Items listed in a dataset
>>>
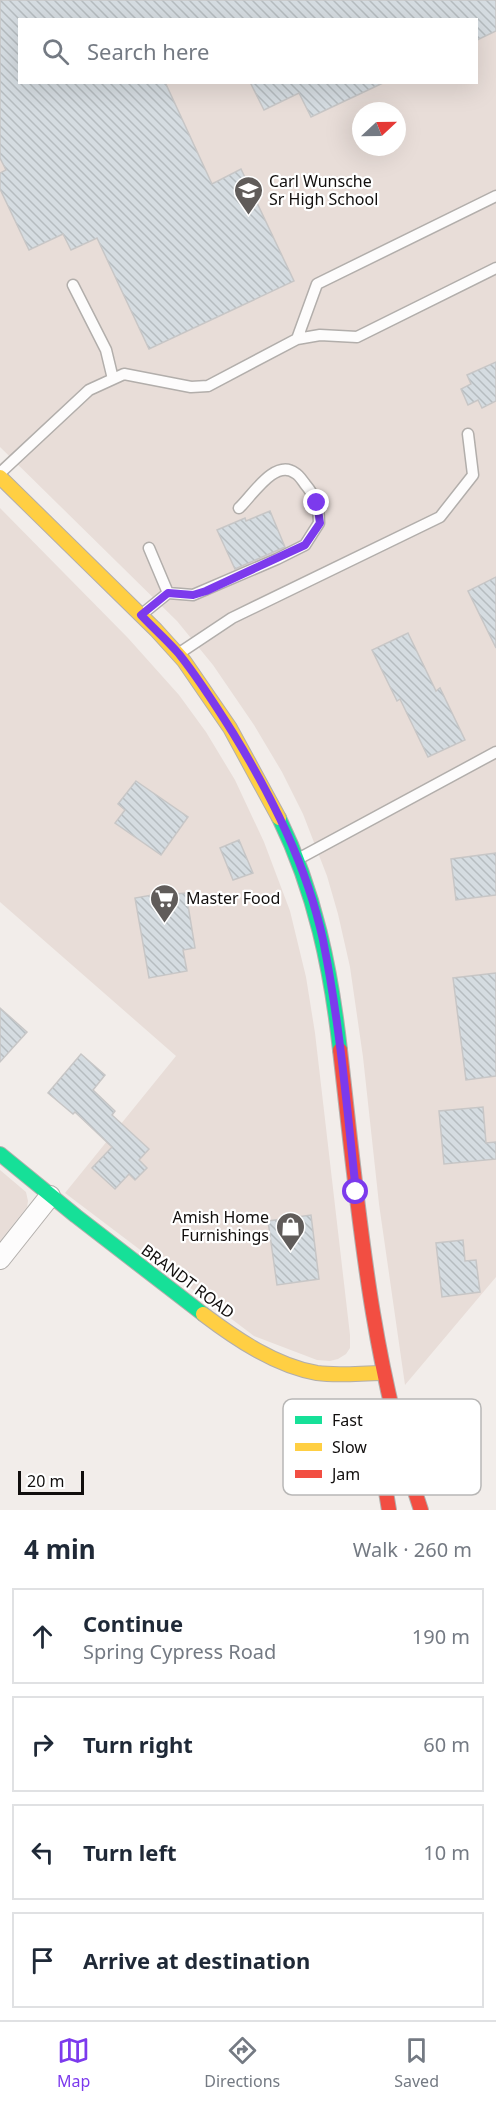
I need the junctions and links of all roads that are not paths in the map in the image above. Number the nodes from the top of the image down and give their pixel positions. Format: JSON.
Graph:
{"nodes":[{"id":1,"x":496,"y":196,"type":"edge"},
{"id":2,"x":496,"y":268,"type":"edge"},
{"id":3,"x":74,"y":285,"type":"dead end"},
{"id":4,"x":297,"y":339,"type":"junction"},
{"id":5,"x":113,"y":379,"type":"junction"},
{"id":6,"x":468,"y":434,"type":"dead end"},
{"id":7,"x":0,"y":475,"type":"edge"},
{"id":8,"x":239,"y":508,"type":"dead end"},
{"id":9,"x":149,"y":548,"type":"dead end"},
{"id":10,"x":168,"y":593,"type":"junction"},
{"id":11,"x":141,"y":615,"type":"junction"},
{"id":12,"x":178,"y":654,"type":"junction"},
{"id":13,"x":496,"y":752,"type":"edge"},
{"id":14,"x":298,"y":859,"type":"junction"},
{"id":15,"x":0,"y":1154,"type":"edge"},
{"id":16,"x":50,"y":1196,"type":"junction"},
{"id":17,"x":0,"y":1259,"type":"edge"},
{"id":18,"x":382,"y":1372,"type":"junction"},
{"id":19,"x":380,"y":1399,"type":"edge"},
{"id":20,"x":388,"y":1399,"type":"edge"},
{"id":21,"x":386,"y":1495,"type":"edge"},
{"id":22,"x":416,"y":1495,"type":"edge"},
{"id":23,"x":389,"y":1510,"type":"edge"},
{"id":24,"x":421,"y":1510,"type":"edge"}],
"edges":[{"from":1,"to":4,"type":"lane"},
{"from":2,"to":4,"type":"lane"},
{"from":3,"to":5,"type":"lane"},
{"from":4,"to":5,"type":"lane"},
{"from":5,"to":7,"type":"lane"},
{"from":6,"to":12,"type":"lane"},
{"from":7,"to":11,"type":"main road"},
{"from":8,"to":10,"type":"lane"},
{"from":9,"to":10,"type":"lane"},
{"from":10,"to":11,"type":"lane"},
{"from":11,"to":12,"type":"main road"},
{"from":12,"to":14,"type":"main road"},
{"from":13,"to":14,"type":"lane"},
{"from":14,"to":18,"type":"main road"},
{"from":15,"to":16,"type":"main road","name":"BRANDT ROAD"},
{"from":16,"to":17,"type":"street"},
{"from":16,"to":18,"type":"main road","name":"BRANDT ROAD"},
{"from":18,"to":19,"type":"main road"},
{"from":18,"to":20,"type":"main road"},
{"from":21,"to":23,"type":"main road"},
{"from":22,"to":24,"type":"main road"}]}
<<<
What the exercise asks ▸
Your answer should be a single number: how many lines in the data above include "main"?

Answer ▸
10